Supplied records
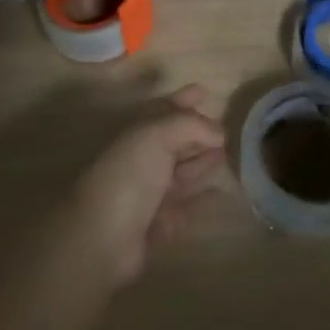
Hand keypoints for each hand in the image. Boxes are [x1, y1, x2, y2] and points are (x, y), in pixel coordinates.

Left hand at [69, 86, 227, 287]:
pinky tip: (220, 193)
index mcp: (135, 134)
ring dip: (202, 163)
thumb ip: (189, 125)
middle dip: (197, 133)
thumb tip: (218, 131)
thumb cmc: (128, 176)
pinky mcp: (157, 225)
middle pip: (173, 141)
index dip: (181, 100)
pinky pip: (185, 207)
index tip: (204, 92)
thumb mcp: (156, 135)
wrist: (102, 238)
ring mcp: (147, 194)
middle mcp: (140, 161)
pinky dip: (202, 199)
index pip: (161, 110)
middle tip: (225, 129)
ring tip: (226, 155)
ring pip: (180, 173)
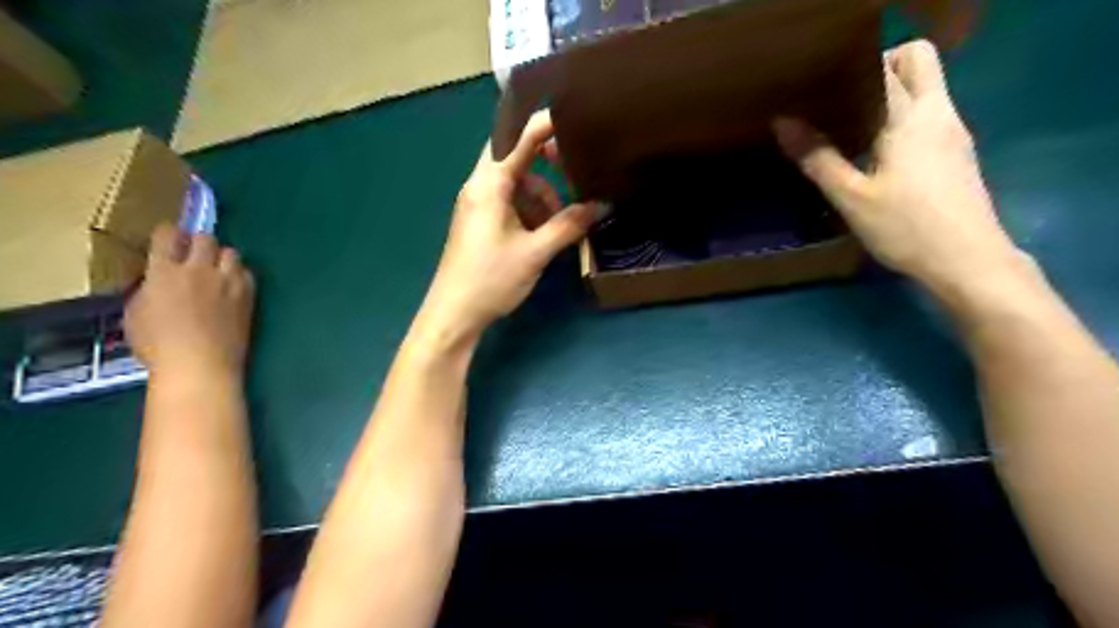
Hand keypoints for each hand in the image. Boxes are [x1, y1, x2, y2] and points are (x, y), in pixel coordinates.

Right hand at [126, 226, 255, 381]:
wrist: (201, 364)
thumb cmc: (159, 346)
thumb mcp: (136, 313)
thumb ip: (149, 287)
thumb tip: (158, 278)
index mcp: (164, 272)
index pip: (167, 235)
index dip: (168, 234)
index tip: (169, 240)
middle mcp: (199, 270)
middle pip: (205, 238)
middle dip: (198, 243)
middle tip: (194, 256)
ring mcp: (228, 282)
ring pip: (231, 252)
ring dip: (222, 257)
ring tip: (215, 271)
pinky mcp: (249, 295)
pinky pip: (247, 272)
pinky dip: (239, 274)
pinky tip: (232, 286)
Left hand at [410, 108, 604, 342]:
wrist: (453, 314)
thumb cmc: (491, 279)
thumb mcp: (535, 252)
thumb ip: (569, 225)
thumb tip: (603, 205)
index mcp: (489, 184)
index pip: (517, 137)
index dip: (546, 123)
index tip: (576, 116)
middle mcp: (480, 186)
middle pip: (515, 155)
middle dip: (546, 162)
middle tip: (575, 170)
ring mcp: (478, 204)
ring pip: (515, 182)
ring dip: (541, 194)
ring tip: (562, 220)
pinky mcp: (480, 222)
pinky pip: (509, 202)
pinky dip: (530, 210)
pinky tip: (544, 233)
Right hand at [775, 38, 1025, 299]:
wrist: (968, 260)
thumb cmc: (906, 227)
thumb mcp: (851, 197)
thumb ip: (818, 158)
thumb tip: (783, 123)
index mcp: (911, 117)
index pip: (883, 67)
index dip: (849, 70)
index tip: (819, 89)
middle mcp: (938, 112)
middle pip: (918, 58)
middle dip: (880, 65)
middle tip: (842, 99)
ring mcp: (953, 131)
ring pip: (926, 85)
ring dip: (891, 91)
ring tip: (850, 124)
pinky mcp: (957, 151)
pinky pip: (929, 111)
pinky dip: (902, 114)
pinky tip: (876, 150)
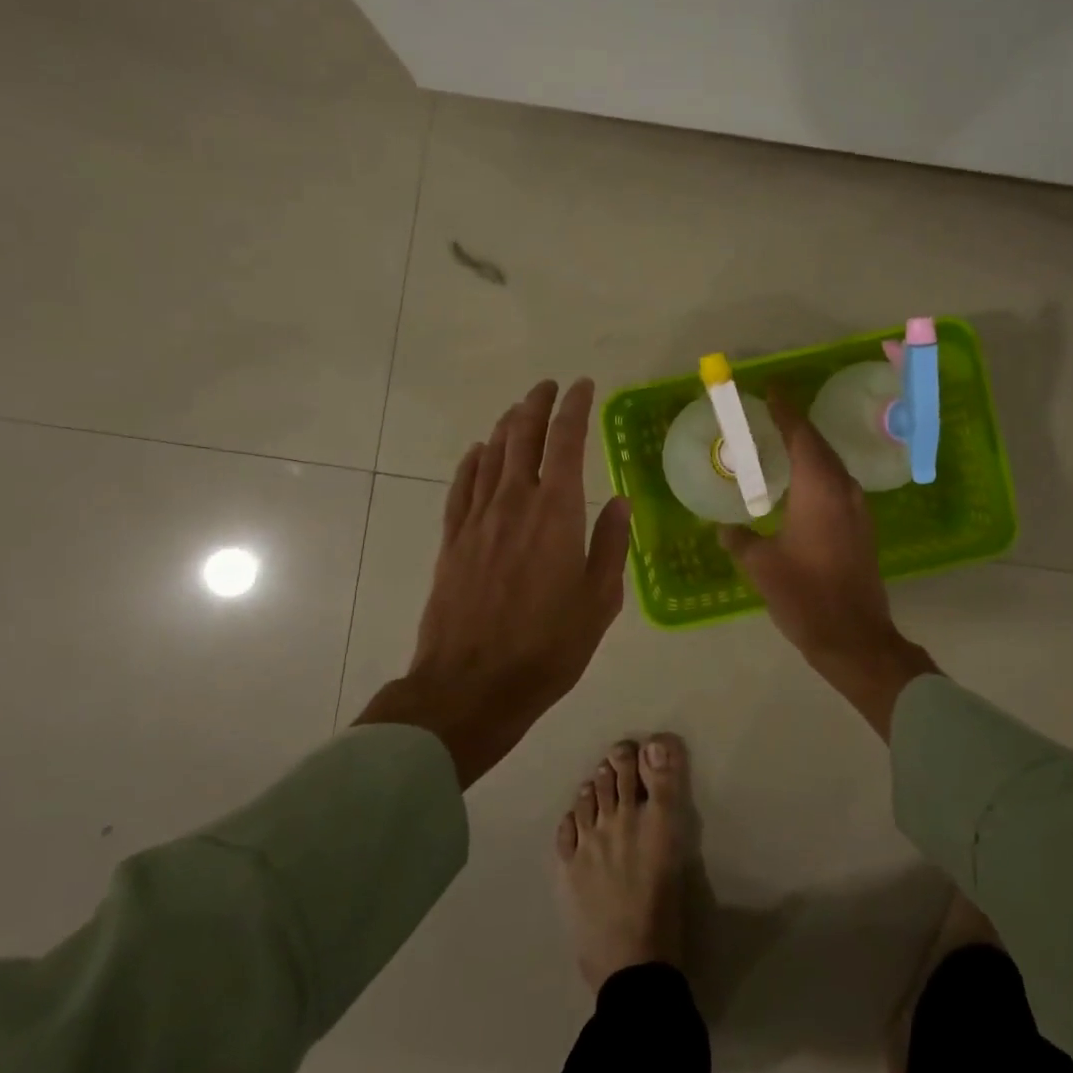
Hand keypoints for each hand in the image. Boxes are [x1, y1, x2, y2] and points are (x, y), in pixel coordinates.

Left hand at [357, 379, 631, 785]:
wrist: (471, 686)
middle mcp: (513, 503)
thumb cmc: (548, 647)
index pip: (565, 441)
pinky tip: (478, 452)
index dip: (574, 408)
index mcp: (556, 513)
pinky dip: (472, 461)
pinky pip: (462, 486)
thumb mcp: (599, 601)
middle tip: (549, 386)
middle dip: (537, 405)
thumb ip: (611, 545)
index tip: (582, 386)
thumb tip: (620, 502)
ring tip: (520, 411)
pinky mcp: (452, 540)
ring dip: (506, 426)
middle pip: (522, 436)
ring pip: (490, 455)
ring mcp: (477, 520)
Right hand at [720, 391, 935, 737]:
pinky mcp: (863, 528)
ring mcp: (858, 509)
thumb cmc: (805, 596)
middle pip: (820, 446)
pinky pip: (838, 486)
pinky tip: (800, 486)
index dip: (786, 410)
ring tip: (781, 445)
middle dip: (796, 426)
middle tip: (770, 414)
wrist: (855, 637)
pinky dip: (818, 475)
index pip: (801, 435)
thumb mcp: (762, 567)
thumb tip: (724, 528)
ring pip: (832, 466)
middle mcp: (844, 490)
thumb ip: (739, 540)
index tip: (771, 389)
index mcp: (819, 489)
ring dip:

What to do
In the records above, find each line with the string "Right" and list it.

Written reply
Right hand at [126, 226, 255, 381]:
Right hand at [775, 38, 1025, 299]:
Right hand at [720, 391, 935, 737]:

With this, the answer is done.